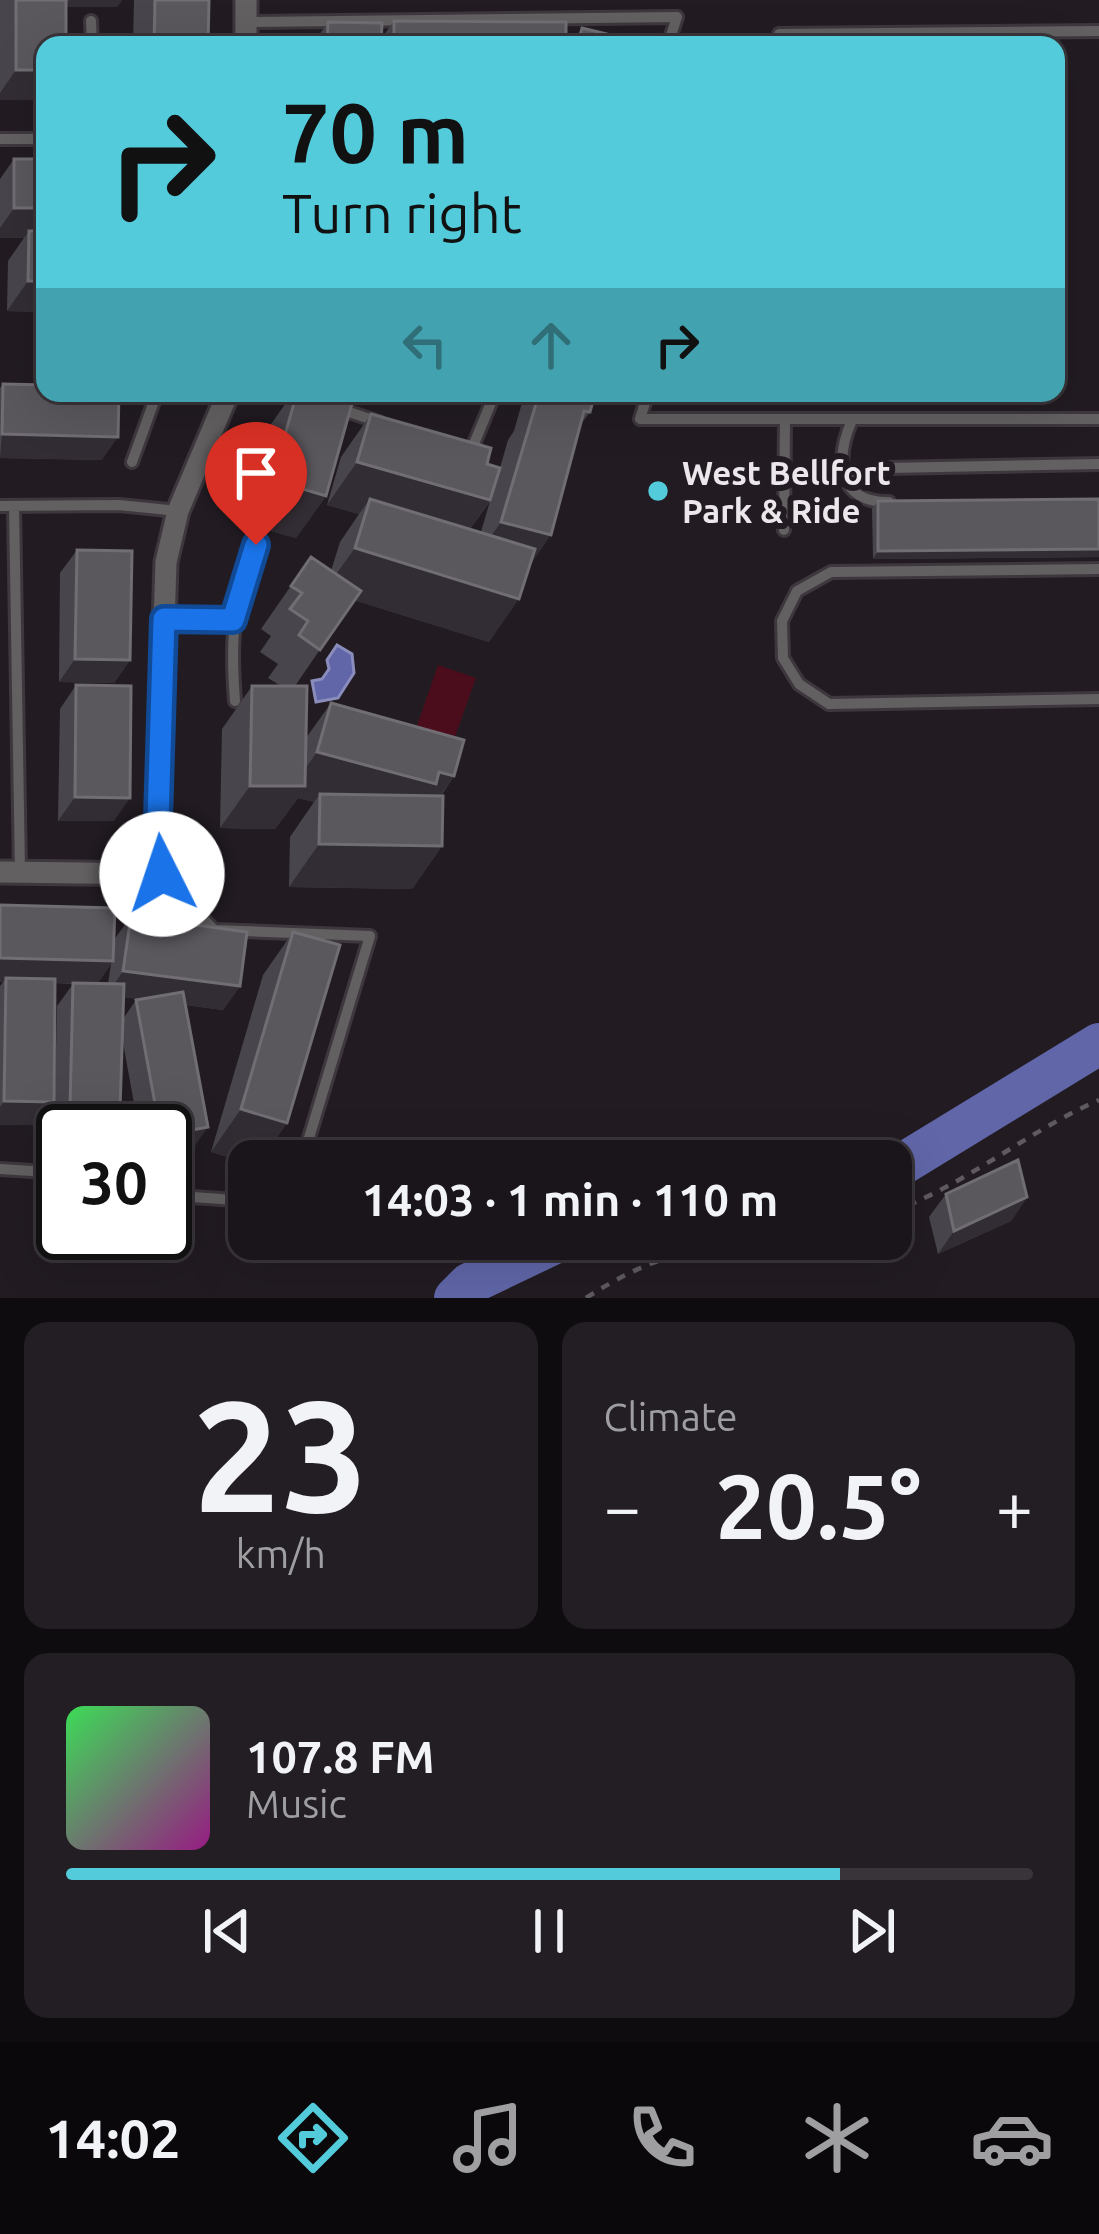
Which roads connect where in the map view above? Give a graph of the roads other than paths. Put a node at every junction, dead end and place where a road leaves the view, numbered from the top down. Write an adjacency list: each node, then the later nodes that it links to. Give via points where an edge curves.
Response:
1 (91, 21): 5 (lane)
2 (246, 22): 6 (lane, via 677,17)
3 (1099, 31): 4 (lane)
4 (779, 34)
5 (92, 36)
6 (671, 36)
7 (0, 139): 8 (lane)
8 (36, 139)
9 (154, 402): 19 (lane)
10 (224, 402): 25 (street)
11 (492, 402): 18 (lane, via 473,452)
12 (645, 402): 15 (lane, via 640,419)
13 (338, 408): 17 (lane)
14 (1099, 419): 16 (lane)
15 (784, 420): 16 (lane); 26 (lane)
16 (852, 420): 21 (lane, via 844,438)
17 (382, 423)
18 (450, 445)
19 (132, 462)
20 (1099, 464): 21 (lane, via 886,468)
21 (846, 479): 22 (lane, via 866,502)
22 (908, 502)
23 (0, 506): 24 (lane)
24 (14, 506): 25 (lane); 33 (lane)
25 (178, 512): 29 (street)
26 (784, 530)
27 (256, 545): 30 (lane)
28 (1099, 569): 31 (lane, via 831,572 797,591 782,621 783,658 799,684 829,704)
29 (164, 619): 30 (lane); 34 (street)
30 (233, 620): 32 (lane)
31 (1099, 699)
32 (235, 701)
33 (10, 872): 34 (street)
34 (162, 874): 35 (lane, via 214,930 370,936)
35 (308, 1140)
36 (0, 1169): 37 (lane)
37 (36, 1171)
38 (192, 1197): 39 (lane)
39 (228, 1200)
==
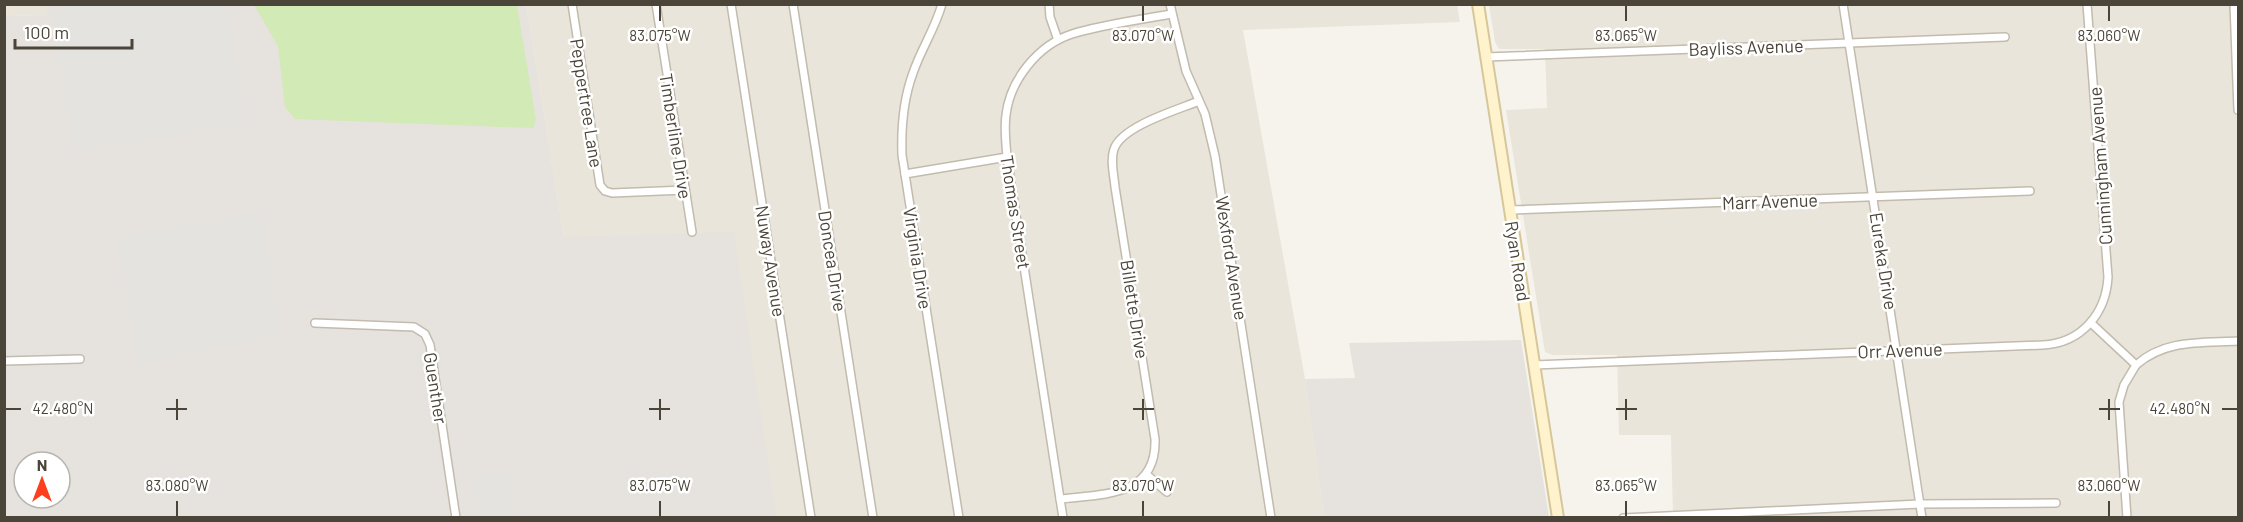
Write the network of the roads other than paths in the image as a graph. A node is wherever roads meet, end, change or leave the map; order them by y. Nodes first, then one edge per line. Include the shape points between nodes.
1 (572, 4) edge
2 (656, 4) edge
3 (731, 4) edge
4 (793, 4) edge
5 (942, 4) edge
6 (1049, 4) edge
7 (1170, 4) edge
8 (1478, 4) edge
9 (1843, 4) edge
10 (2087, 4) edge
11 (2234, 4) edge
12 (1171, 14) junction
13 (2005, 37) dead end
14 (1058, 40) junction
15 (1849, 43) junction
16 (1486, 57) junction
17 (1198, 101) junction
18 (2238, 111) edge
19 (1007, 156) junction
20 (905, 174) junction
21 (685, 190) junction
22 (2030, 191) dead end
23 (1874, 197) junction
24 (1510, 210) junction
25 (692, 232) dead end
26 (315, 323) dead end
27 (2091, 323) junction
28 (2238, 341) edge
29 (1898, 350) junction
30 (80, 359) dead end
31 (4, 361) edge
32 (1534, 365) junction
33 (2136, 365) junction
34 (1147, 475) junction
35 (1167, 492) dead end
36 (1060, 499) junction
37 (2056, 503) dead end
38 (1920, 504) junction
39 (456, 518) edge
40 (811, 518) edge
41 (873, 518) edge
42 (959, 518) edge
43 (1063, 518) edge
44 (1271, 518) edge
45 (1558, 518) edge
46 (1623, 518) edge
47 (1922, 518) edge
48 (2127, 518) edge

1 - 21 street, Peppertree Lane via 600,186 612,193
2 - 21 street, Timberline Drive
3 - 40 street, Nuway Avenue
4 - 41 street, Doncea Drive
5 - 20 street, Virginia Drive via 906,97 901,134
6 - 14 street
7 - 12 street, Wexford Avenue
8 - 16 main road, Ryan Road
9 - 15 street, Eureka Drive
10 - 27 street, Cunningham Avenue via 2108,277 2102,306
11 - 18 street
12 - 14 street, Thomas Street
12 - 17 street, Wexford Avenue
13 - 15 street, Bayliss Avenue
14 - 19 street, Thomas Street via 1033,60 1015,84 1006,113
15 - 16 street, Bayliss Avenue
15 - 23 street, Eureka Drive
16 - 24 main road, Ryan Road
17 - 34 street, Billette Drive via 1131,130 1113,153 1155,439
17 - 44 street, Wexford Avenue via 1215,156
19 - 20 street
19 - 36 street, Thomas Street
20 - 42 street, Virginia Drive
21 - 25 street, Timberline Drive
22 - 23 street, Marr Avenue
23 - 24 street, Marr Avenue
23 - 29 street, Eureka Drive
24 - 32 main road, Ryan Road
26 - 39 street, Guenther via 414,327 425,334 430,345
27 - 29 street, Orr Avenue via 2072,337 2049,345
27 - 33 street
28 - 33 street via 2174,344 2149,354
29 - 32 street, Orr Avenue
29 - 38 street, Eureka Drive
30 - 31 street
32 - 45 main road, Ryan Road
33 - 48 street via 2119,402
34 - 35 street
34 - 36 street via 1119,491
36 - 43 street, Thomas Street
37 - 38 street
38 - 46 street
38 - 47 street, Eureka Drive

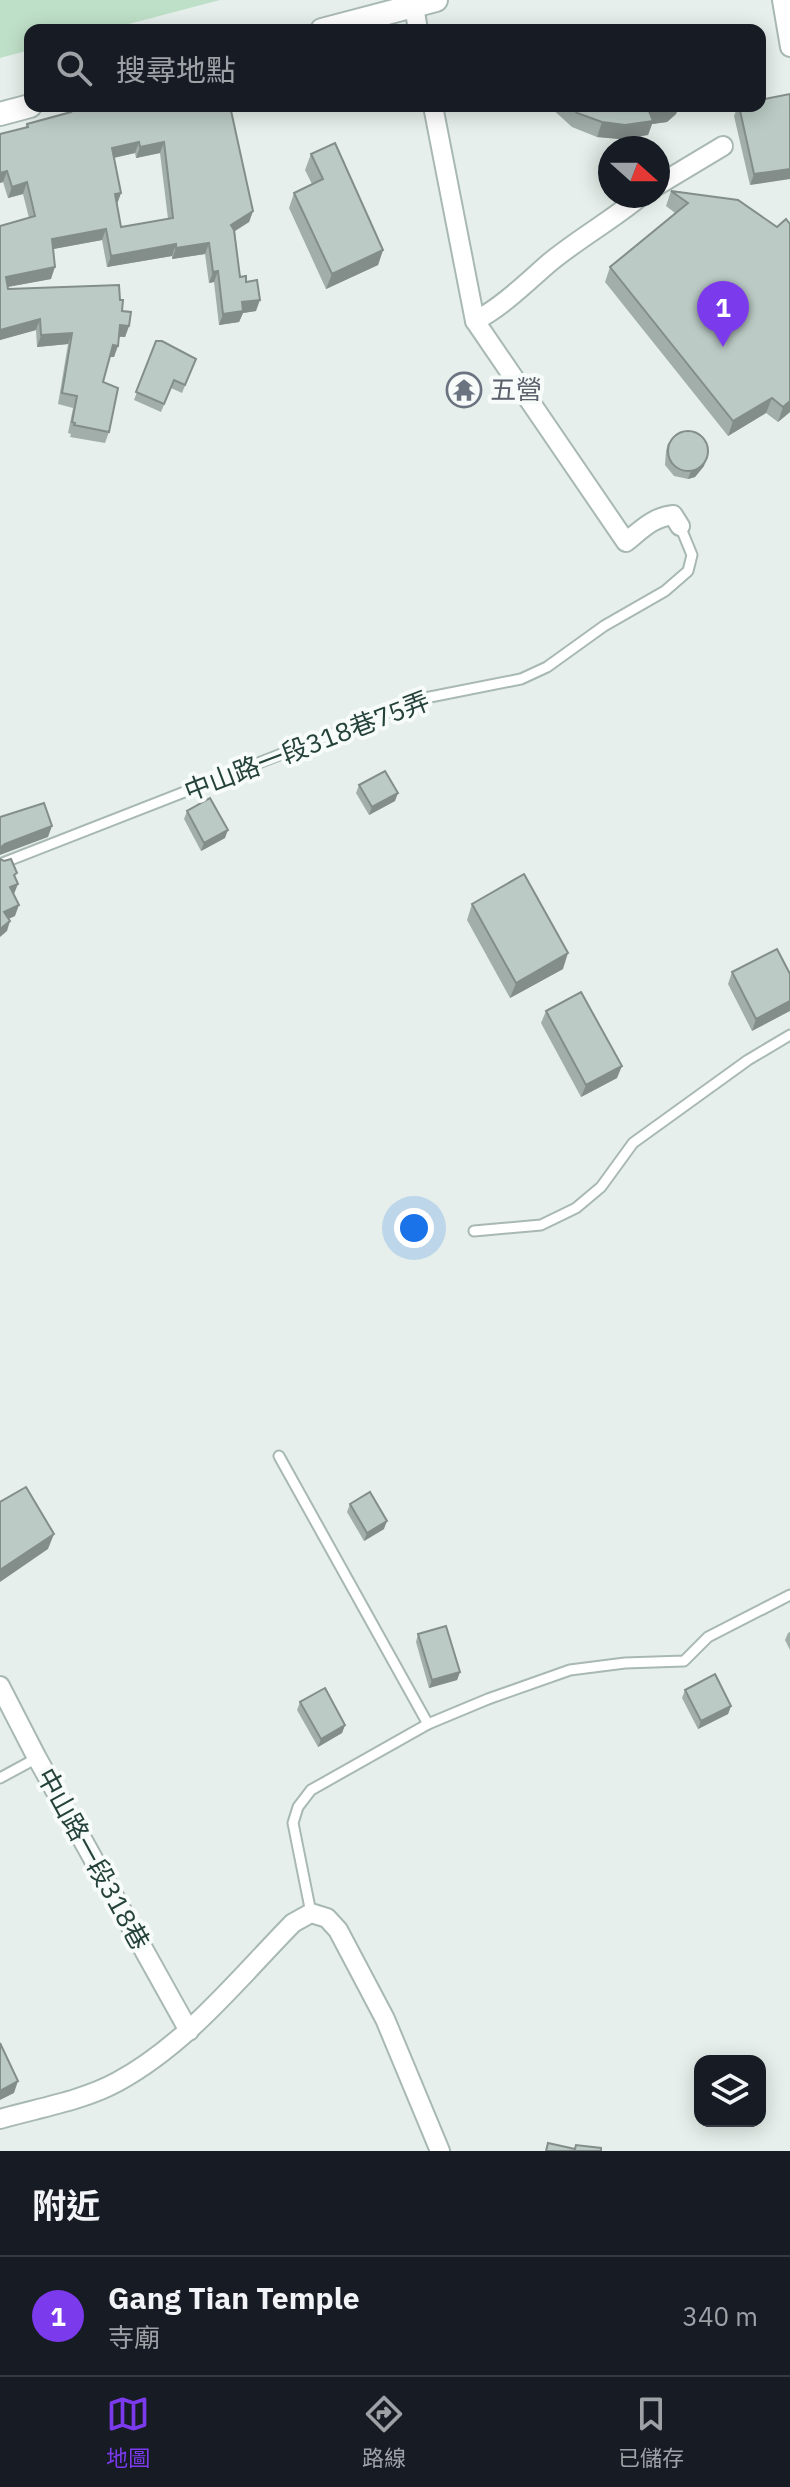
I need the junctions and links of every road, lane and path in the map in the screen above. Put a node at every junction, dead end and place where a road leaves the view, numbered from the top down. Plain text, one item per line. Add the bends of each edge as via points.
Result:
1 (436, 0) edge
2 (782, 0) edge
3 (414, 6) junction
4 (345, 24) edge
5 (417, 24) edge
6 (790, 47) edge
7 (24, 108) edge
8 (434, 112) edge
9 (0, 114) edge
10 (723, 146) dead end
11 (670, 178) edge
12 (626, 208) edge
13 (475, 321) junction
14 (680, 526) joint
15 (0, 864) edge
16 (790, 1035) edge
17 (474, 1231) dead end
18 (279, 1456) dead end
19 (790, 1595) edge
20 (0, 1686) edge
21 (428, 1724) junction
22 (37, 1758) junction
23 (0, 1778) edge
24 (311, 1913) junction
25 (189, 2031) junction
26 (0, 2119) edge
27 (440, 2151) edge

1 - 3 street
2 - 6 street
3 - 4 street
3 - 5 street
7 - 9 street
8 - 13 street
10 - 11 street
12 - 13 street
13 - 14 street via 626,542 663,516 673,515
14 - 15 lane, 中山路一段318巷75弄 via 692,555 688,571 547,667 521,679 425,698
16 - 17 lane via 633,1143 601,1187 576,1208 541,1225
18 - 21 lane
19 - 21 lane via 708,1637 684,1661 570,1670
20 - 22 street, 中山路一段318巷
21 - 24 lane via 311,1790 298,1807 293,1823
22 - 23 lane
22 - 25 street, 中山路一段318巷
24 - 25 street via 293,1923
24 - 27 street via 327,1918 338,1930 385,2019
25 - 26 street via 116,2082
--
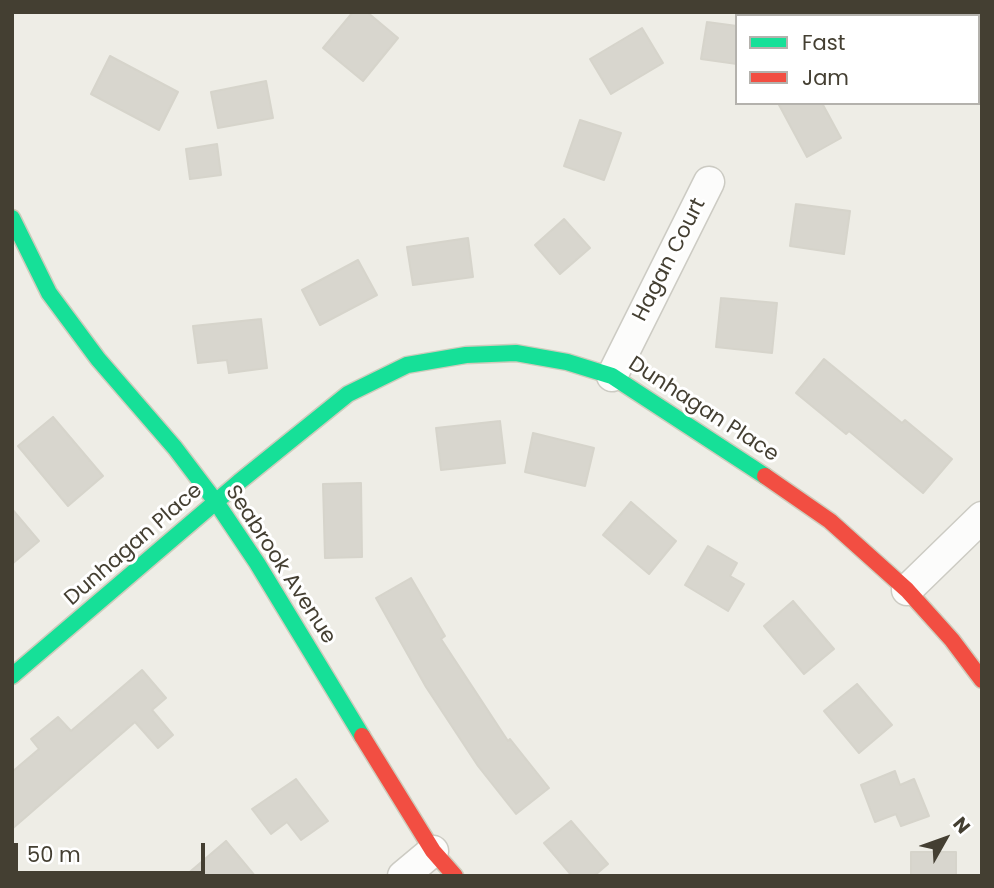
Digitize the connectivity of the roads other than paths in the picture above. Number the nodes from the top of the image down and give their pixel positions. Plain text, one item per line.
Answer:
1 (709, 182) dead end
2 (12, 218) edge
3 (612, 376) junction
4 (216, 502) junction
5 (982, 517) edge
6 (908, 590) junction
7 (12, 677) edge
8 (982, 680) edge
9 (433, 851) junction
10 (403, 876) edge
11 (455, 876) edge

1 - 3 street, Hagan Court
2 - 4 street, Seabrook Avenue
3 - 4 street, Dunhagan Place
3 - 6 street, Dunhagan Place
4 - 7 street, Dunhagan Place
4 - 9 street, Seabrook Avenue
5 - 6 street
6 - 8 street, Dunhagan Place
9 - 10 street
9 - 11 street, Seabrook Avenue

_Prompt_
Read through the data above. Report each line that has the word "numbered".

_Exercise result_
Which roads connect where in the map view above? Give a graph of the roads other than paths. Put a node at every junction, dead end and place where a road leaves the view, numbered from the top down. Write an adjacency list: each node, then the later nodes that it links to. Give via points where an edge curves.
I need the junctions and links of every road, lane and path in the map in the screen above. Put a node at every junction, dead end and place where a road leaves the view, numbered from the top down. Plain text, one item per line. Add the bends of each edge as via points.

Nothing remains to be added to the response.